Yesterday and today I checked 140 colonies of mine. I couldn’t reach one apiary with 6 colonies due to muddy roads. It was freezing in the morning but 50°F (10°C) in the middle of the day and sunshine. Four colonies had previously been taken care of, dead. These were small and had problems last fall, took the feed poorly and had had too little brood so it was no surprise.
Most colonies had been out on their cleansing flight after winter. But not all. Some sat still as in the middle of winter.
Another four colonies were now smaller than a month ago (was small last autumn as well) and they were not in harmony. Probably queen, nosema or virus problems. Probably they will die. Then there were four small colonies which sat quietly in a nice round cluster. They will probably survive. If this result holds it means 5% winter losses. I must be pleased with that.
In three colonies, mice had colonized the bottom box of the three boxes these colonies were wintered on. In one of these mice had totally cleaned out all the frames in the bottom box. The bees were sitting in the top two boxes. The mice had entered through a ventilation opening in the bottom. The nettings over it was apparently bad. In one colony mice had entered through a hole made by a woodpecker.
In another apiary a Woodpecker had made several small holes in a hive. This had a lot of feces right outside the entrance. The colony had obviously been disturbed by the woodpecker. The green woodpecker laughed in the background on my visit. But the colony was strong.
One colony was especially fun to see. It was a small split of last year that failed with its new queen mating and started with laying workers. A pair of fists of bees left. Another small split in the same apiary had about the same story, after two queen pupae it had an egglaying queen, but only a handful of bees. Both of these were combined and dronebrood combs were removed. Now the small colony grew slowly and became strong enough to winter, but not very strong. Today after a perfect wintering, it is strong in the two boxes.

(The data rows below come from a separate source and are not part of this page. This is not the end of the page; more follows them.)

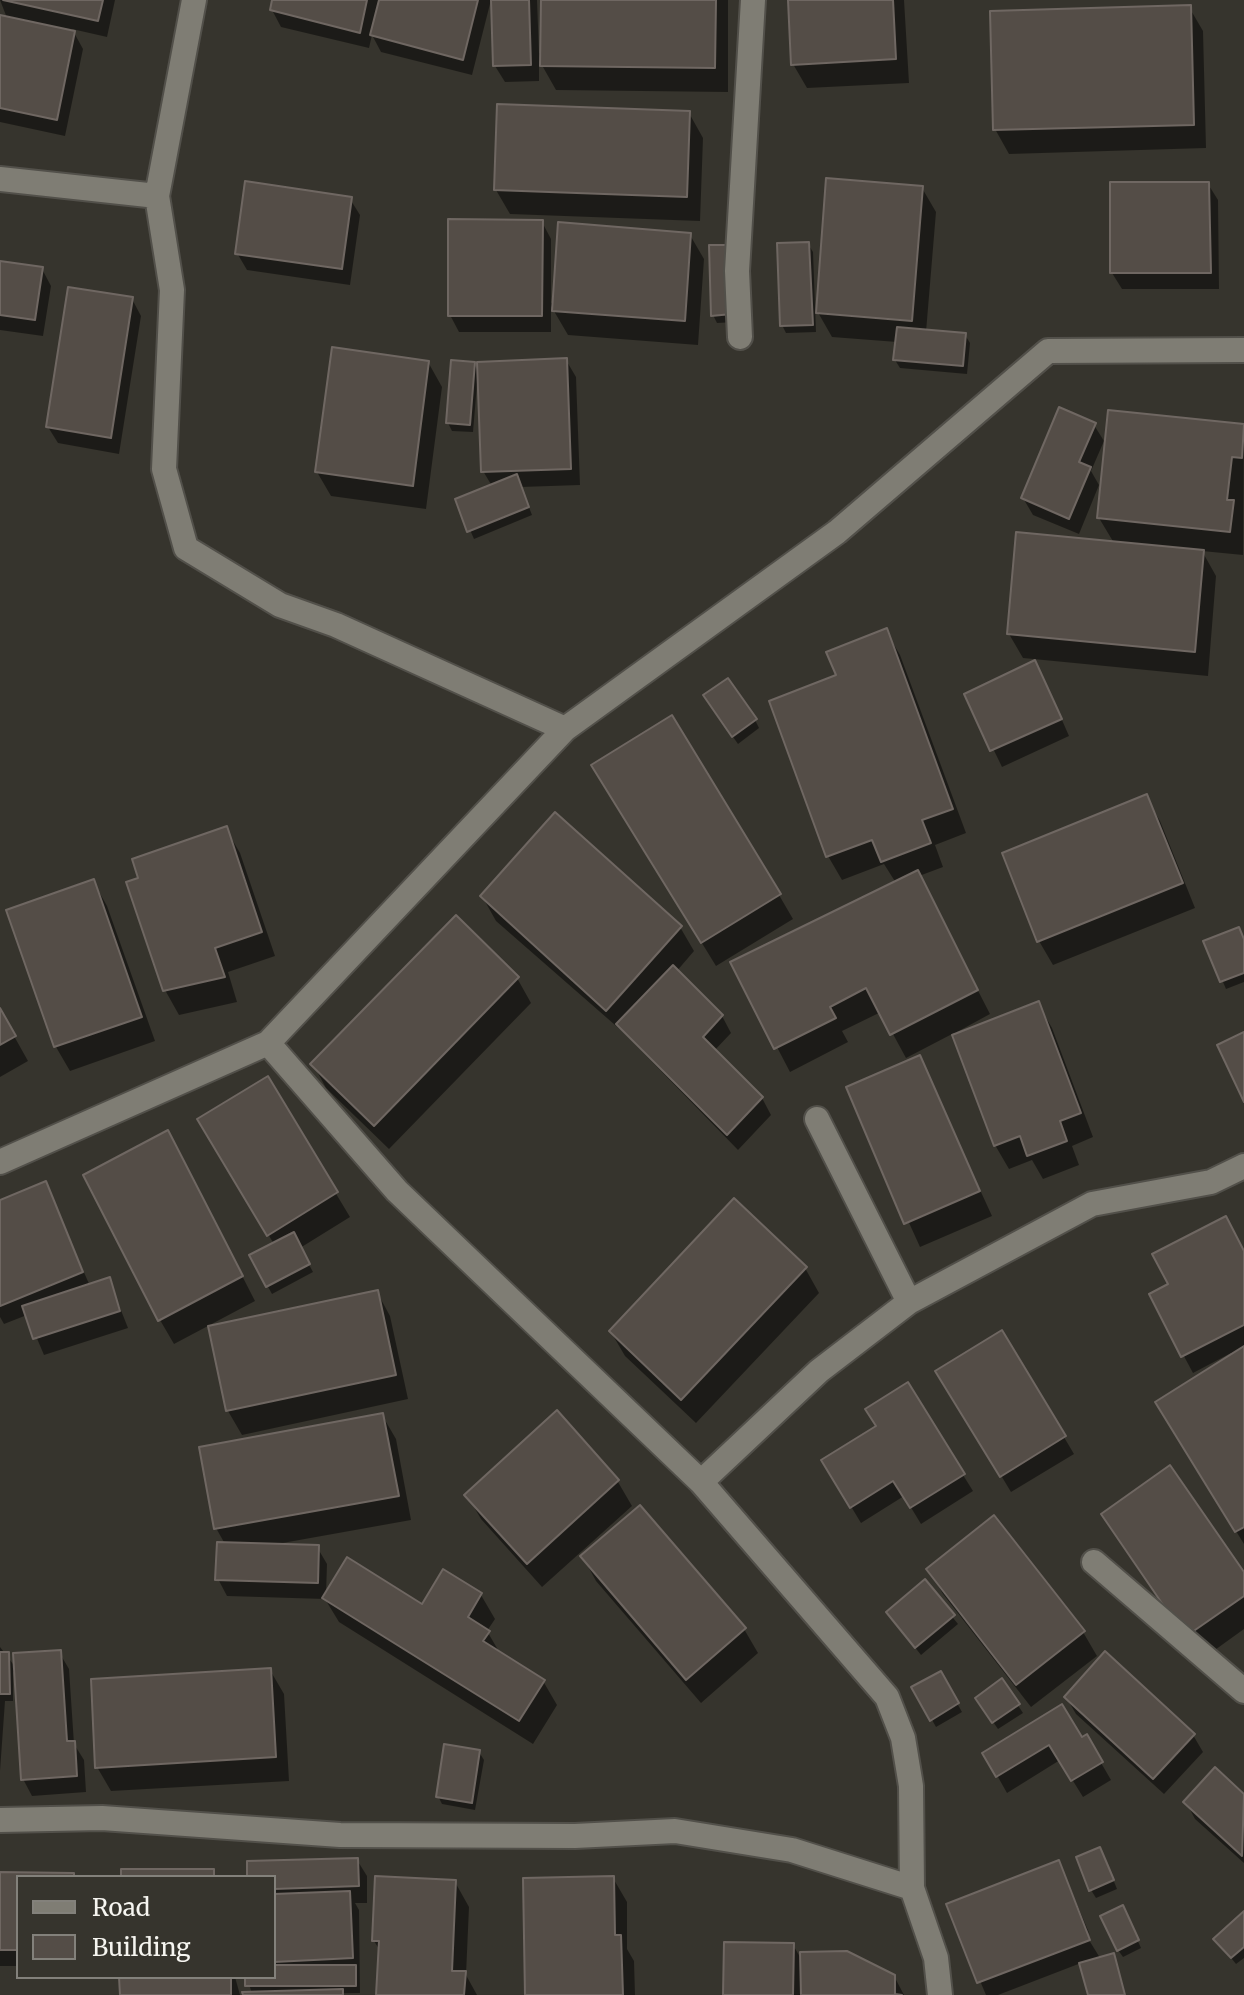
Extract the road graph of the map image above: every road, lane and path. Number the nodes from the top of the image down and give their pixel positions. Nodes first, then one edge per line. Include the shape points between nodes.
1 (194, 0) edge
2 (753, 0) edge
3 (0, 179) edge
4 (157, 196) junction
5 (740, 337) dead end
6 (1244, 350) edge
7 (565, 729) junction
8 (268, 1043) junction
9 (817, 1119) dead end
10 (0, 1162) edge
11 (1244, 1166) edge
12 (909, 1302) junction
13 (701, 1482) junction
14 (1094, 1562) dead end
15 (1244, 1691) edge
16 (0, 1820) edge
17 (912, 1888) junction
18 (940, 1995) edge

1 - 4 street
2 - 5 street via 737,271
3 - 4 street
4 - 7 street via 172,290 164,469 186,548 280,605 336,625
6 - 7 street via 1048,351 837,532
7 - 8 street
8 - 10 street
8 - 13 street via 397,1191
9 - 12 street
11 - 12 street via 1211,1182 1092,1204
12 - 13 street via 819,1371
13 - 17 street via 887,1697 903,1738 911,1786
14 - 15 street
16 - 17 street via 102,1818 340,1835 675,1831 792,1850
17 - 18 street via 936,1958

In another apiary was a small colony wintered quite week with 5 insulating dummy frames at the outer edges. The two boxes can hold a total of 24 shallow frames (137x448mm). The colony boiled with bees. It had obviously brooded in late winter and very early spring (it’s still early spring). It looked fine now and seemed to have come through winter well. There was some food left, but I lifted off the upper box and replaced the dummy frames with real frames with food, in both boxes.
All colonies look generally fine and the season looks promising so far now in March. We’ll see how it looks later on.